Because if history has taught us anything, there is a no more reliable and effective way of measuring historical trends than by analizing modern stereotypes.
(And even after they're married if they find another one buried deep under the cushions, oh well! A man's gotta do what a man's gotta do.)
I myself am also very intrigued by the meaning of this sentance. I wonder what kind of sofa it would take in order to get Christian to "do what a man's gotta do".
Leather and zebraskin. Oh baby...
But not anymore. Today women are afraid of commitment. While they may have a soft spot for songs with lyrics like "If you leave me now, you'll take away the biggest part of me" or "Michelle...I need you, I need you, I need you...," if you yourself utter those words to a woman, she will accuse you of "overwhelming" or "suffocating" her and will immediately dash to open the nearest window and gasp for breath.
Christian, baby, if you honestly said such things to a woman out loud and experienced that reaction, she probably wasn't gasping for breath at the window, bud. Those were dry heaves.

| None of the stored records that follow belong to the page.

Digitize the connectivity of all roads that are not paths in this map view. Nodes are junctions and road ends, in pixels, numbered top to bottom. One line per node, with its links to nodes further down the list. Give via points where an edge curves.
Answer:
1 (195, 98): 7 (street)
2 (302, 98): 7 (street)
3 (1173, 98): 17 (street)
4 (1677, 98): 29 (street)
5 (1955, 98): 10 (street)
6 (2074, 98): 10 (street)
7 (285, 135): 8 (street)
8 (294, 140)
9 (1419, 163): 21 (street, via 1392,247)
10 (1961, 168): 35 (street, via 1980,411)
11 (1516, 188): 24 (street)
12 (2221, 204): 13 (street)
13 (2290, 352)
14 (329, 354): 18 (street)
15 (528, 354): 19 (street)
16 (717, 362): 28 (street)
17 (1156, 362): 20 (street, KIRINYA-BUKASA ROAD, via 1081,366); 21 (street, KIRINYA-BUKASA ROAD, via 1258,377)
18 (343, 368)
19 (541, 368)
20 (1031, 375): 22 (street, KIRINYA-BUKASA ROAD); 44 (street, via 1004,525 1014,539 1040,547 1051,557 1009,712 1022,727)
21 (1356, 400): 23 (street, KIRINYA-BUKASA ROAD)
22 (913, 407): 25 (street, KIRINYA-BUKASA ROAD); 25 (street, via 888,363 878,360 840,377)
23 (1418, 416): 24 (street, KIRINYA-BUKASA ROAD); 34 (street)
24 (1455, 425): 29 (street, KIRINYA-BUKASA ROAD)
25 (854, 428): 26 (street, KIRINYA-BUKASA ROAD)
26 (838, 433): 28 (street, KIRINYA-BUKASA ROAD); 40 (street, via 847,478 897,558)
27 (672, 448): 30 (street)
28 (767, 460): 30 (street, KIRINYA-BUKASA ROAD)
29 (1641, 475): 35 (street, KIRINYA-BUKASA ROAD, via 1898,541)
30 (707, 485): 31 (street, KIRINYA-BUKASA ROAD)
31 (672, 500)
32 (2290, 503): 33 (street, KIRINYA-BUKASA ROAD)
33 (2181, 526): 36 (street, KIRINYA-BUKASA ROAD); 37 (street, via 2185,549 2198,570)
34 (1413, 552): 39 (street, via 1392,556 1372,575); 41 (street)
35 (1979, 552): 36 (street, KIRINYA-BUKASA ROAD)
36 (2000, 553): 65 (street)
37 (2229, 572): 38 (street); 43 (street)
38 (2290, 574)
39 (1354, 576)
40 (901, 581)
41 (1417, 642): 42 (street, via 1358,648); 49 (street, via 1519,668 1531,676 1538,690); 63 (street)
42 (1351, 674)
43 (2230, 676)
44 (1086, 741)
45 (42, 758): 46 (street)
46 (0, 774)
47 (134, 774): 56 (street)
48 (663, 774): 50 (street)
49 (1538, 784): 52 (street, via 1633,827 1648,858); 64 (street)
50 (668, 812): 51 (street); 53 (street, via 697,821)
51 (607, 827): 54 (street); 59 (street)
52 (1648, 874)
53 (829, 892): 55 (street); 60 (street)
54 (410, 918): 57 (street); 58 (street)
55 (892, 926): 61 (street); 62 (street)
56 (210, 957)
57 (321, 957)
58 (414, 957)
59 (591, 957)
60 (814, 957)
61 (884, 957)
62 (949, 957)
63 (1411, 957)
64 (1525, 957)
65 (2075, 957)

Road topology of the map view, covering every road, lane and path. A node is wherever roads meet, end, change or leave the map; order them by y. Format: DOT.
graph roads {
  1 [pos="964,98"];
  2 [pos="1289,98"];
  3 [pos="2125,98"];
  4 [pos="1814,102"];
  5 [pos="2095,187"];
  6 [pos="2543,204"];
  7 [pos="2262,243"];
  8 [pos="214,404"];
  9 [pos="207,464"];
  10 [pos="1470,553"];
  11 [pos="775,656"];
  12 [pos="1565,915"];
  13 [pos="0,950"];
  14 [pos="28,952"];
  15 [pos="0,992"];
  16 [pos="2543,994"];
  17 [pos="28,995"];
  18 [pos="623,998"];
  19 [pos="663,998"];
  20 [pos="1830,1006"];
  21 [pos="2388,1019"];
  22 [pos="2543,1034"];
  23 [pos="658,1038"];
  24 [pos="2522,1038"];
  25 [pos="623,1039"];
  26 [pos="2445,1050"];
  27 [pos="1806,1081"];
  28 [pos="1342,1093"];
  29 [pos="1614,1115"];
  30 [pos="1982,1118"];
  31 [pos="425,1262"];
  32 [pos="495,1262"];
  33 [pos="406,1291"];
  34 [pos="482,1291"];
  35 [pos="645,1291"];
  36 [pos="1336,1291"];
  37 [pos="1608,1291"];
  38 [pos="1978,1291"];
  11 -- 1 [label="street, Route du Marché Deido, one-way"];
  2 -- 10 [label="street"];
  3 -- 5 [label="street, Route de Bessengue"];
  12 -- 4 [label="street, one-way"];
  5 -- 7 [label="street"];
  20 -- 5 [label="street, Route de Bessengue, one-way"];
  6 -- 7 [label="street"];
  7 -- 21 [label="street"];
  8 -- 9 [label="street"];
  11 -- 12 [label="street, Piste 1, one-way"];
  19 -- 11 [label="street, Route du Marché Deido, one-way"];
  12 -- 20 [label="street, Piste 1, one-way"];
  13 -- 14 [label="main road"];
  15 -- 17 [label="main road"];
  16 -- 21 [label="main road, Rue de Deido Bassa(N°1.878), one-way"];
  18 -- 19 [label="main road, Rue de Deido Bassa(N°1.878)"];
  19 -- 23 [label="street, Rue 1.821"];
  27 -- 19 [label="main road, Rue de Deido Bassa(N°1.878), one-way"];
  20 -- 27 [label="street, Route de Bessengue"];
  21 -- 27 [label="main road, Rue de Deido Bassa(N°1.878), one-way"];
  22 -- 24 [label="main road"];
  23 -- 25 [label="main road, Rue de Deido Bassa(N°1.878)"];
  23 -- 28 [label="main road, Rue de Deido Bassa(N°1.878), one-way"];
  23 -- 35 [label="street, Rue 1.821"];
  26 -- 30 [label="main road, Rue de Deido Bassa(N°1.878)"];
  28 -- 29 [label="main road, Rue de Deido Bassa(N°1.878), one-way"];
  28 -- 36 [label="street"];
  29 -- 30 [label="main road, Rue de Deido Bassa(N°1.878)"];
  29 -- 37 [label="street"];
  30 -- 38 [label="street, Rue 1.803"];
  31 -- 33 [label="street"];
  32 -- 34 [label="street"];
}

This is what feminism has done to women. It has demonized marriage, it has demolished prudence, and it has denigrated the concept of commitment. The only types of marriages liberals like are ones that involve male-on-male sodomy or lesbian fisting.
I can't begin to count the number of times I have been approached by feminists and told that I should go out and seek some hot male-on-male action. Makes you wonder exactly how much "research" Christian had to put into this column before considering fit to print (and whether he actually did his own research, or cribbed Ben Shapiro's notes, Ben Domenech style).
Aside from seeing it as a form of chauvinistic slavery, liberals see marriage as a commitment in the same way they see talking to someone on the subway as a commitment. Remember when first base was asking a girl out, second base was kissing her, and third base was a relationship?
Well, if by "relationship" you mean getting to "know" someone in the biblical sense of the word, then yeah, that seems to summarize my experience of the late 90's pretty well.
Well now, first base is having sex, second base is getting married, and third base is leaving your spouse for Angelina Jolie.
If only. Don't worry Angelina, baby! I'll always love you, no matter what my harpy wife may say!
If liberals only knew what they were missing out on with their hedonism and their debauchery and their insistence on fornicating with every fish in the sea before they do the whole "marriage" thing, they would realize that it is devout Christians who are having the best sex right now out of anyone on the planet.
Yeah! If only liberals would take a few minutes to stop having sex with damn near every member of the opposite gender and getting all that carnal experience, then they would realize that the true key to happiness is having a single, monogamous partner for life. That way, when your standards are so low, the monthly quickie feels that much more special. And that, folks, is a wrap.